#### Task:
Keep the images out while you set down the data exactly.

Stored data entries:
◆ ◆ ◆ ◆
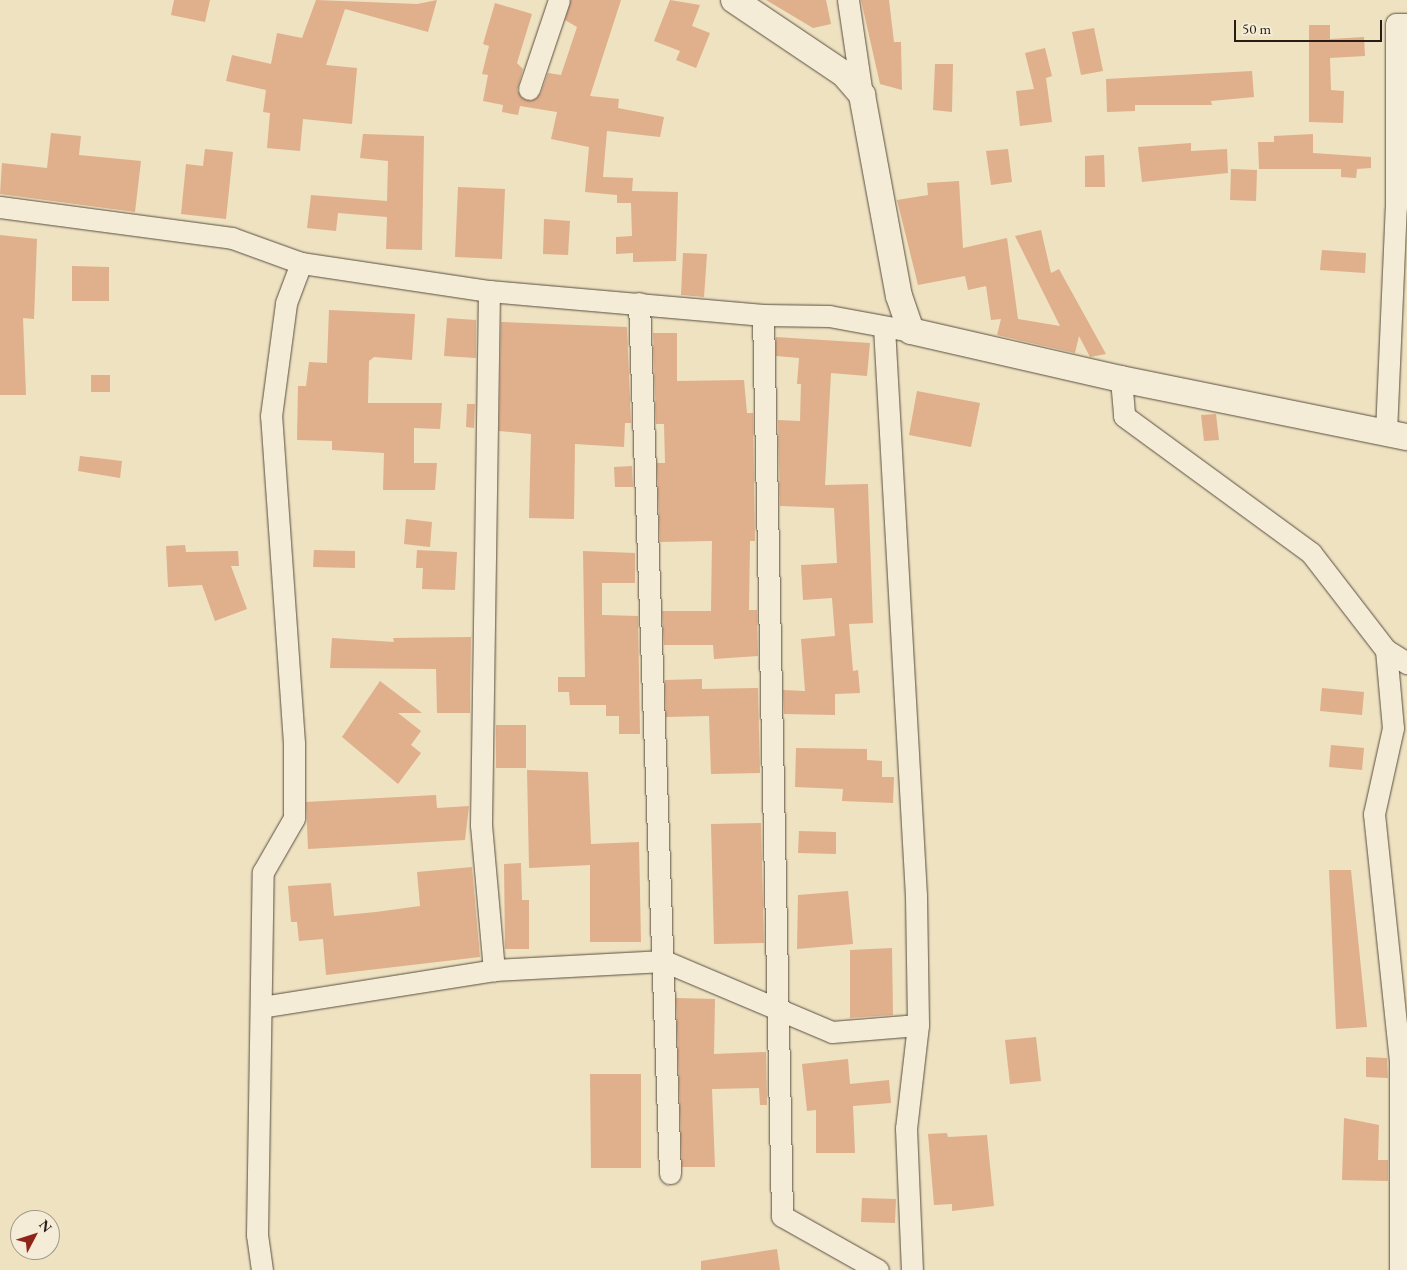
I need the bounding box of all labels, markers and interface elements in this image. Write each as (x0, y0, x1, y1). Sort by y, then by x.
scale bar (1237, 10, 1384, 42)
text: 50 m (1242, 19, 1271, 38)
north arrow (10, 1210, 60, 1260)
text: N (35, 1216, 56, 1236)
◆ ◆ ◆ ◆
#### Answer area:
I need the bounding box of all labels, markers and interface elements in this image. Write each as (x0, y0, x1, y1). Sort by y, then by x.
scale bar (1237, 10, 1384, 42)
text: 50 m (1242, 19, 1271, 38)
north arrow (10, 1210, 60, 1260)
text: N (35, 1216, 56, 1236)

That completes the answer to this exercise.